Muscles and tendons form a spring-tendon network
Humans walk by pulling their feet up and bending their knees, yet their feet and toes continue to point forward essentially unaltered. Birds are considered to be unique in that they curl their feet backward during the swing phase. But what is the purpose of this movement? This movement is attributed to a mechanical linkage by Badri-Spröwitz and his colleagues. “It’s not the neurological system, it’s not electrical impulses, it’s not muscular action,” adds Badri-Spröwitz. “We proposed a novel role of the foot-leg linkage through a network of muscles and tendons spanning several joints.” During the swing phase, these multi-joint muscle-tendon pairs coordinate foot folding. We built linked mechanics in the leg and foot of our robot, allowing for energy-efficient and durable robot walking. “Our findings proving this process in a robot led us to infer that comparable efficiency improvements also apply to birds,” he says.

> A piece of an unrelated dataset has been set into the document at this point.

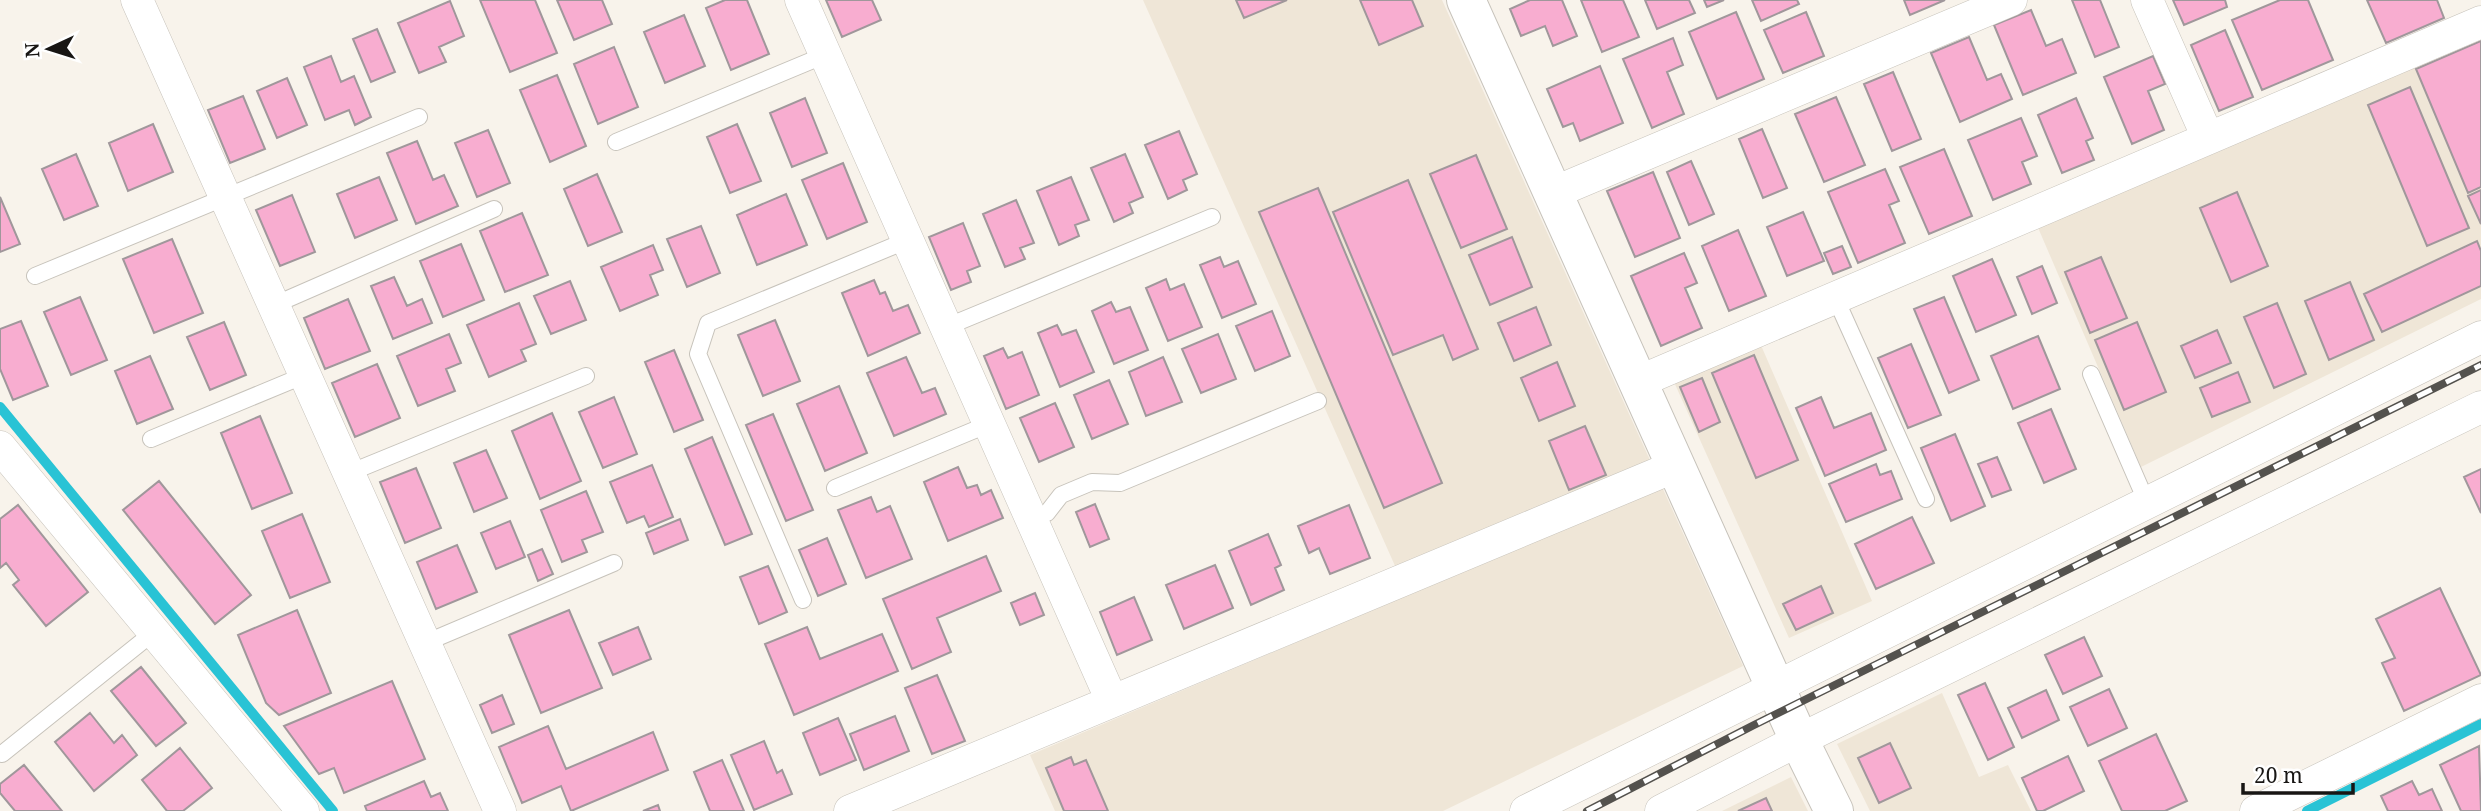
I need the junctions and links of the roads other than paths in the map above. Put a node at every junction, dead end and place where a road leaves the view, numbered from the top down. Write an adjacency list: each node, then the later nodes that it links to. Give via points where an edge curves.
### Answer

According to the researchers, the coupling of the leg and foot joints, as well as the pressures and motions involved, might explain why a huge animal like an ostrich can not only run rapidly but also stand without tiring. A person weighing more than 100kg can also stand properly and for a prolonged period of time, but only with the knees ‘locked’ in an extended posture. It gets laborious after a few minutes if the individual squats slightly. The bird, on the other hand, does not seem to mind its bent leg structure; in fact, many birds remain erect when sleeping. A robotic bird’s leg should be able to perform the same thing: no motor power is required to maintain the construction erect.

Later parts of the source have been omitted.